One of the fundamental rules of storytelling, especially in film, is to “show, don’t tell” the audience. Paul W.S. Anderson’s The Three Musketeers confuses the axiom for show-and-tell, elementary enough to crudely divide this swashbuckling tale into showy flourishes of action and scenes of talky exposition.
Throughout an all-CG opening, some portentous voiceover hastily establishes that, in this revisionist era, “Europe is a powder keg waiting to explode in a war that will engulf the entire continent…” of Europe. And, at the center of the turmoil, France is embroiled in a power struggle between the King (Louis XIII) and his advisor, Cardinal Richelieu (played by Inglourious Basterds baddie Christoph Waltz). Only a few men can save the continent, of Europe, from total destruction!
Then, “tada,” The Three Musketeers title as music blares and each character makes their sneaky entrance — more ninja than musketeer, really — accompanied by splashy freeze frames to spell out their names, one by one. Athos (Matthew Macfadyen), a moody fellow who is joined, then quickly betrayed, by Milady (de Winter), a duplicitous role that gives Milla Jovovich a reason to get dolled up, ooze sexuality, and… fight? Aramis (Luke Evans) is the trio’s pious, goateed gentleman. Finally, there is Porthos (Ray Stevenson), the brutish one.
Anderson’s Resident Evil series is born from a video game franchise and his AVP: Alien vs. Predator atrocity is a comic book concept, but Musketeers seems to hail from somewhere in between, despite being adapted from a classic Alexandre Dumas novel. The book’s status as part of public domain means Aramis now leaps into slow-motion swan dives from impossible heights and the swordplay take place in bullet time (a la best-selling game “Assassin’s Creed”), and the characters speak at one another in black-and-white blurbs.

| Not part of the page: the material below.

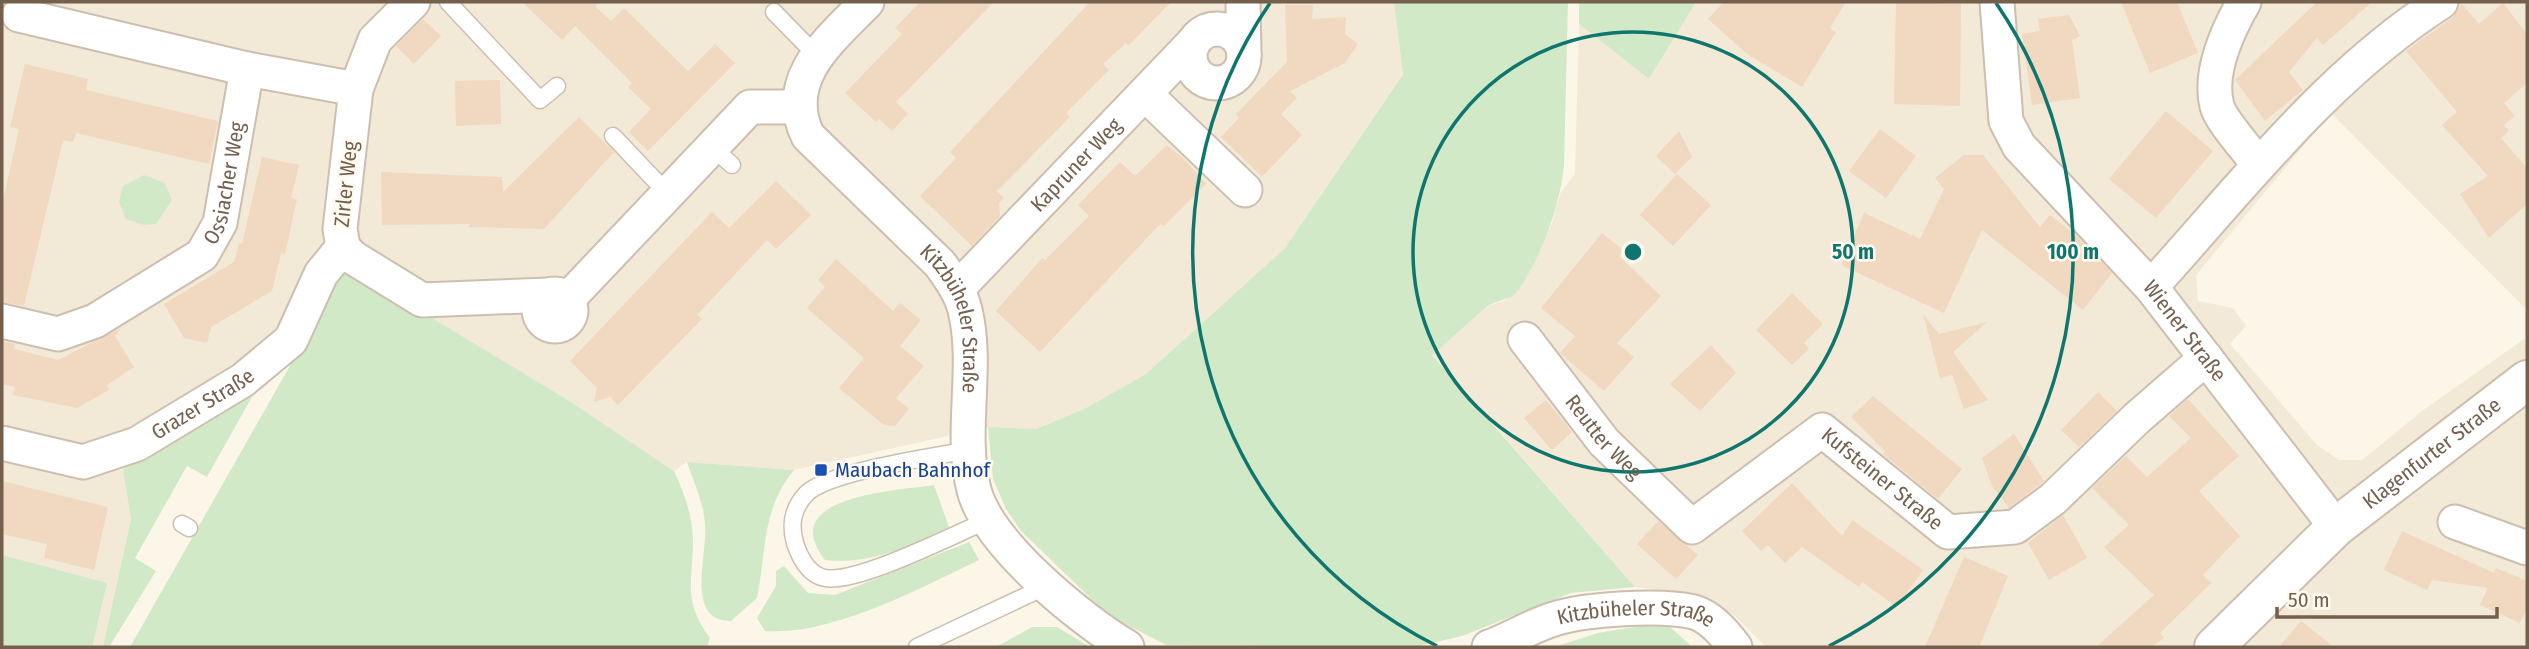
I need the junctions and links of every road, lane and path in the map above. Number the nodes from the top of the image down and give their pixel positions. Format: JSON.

Overdone set pieces are amped up by steampunk technology, like a booby-trapped hallway with motion sensors and a dues ex machina-nized airship, until the period flick starts to feel like Wild Wild West. In this case, the movie’s alternate 17th century basically becomes an anachronistic playground for Anderson’s elaborate make-believe, while the cast engages in equally extravagant dress up.

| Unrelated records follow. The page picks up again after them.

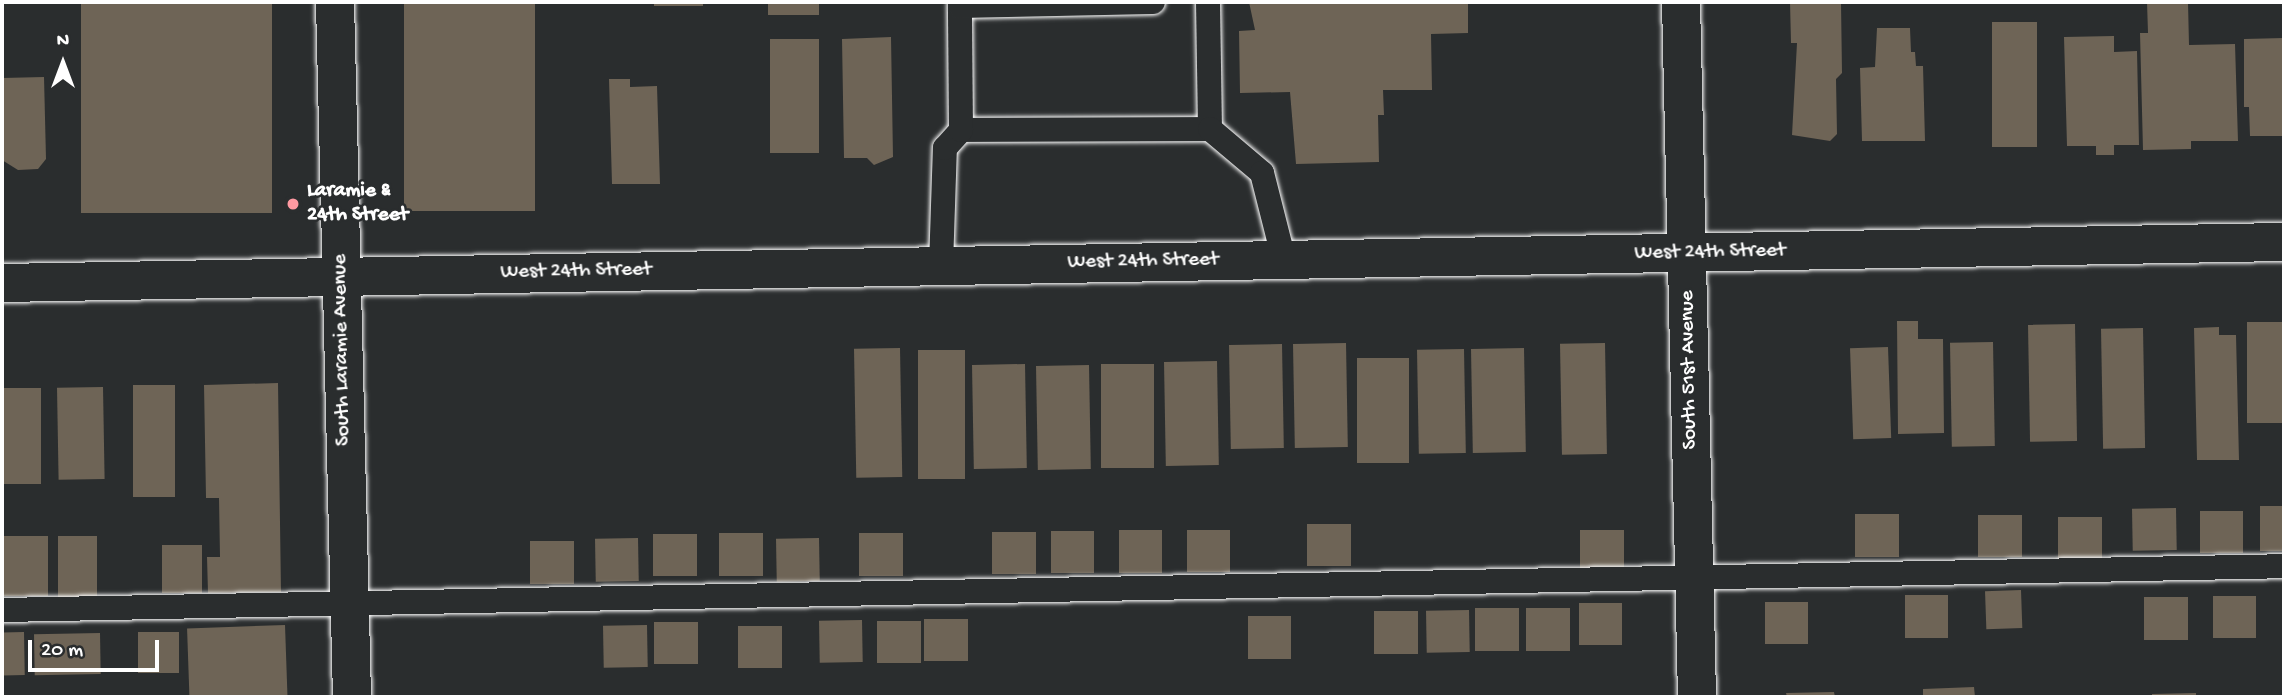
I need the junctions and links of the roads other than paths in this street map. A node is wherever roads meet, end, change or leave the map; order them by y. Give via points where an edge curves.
1 (335, 2) edge
2 (1153, 2) edge
3 (1208, 2) edge
4 (1681, 2) edge
5 (1210, 129) junction
6 (961, 130) junction
7 (2284, 242) edge
8 (1687, 253) junction
9 (1284, 260) junction
10 (941, 266) junction
11 (342, 276) junction
12 (2, 283) edge
13 (2284, 566) edge
14 (1694, 578) junction
15 (349, 603) junction
16 (2, 610) edge
17 (352, 697) edge
18 (1697, 697) edge

1 - 11 street, South Laramie Avenue
2 - 6 lane via 960,6
3 - 5 lane
4 - 8 street, South 51st Avenue
5 - 6 lane
5 - 9 lane via 1262,173
6 - 10 lane via 945,148
7 - 8 street, West 24th Street
8 - 9 street, West 24th Street
8 - 14 street, South 51st Avenue
9 - 10 street, West 24th Street
10 - 11 street, West 24th Street
11 - 12 street, West 24th Street
11 - 15 street, South Laramie Avenue
13 - 14 lane
14 - 15 lane
14 - 18 street, South 51st Avenue
15 - 16 lane
15 - 17 street, South Laramie Avenue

Occasionally the two will combine, when Anderson and his wife play out voyeuristic choreography so full of frilly fetishism it evokes the sour taste of Zack Snyder’s Sucker Punch.
By the time Orlando Bloom enters as a slimy Duke of Buckingham with David Bowie’s style, you’ll have a pretty good idea what tone to expect. Just as the herky-jerky plot lurches into the tale of D’Artagnan (Logan Lerman), a headstrong Musketeer fanboy who ventures forth to become “all for one, and one for all.” He eventually reinvigorates the dormant trio into clashing with Richelieu’s eye-patched number two, Captain Rochefort (Mads Mikkelsen), and the pompous Duke, who actually exclaims, “the game is afoot!”
The thirteen-year-old me probably would have enjoyed Anderson’s campy, over-the-top version, but his special effects-heavy Three Musketeers is just too nonsensical for me now, when all I ask is that the swordplay have a point.
1.5 out of 5.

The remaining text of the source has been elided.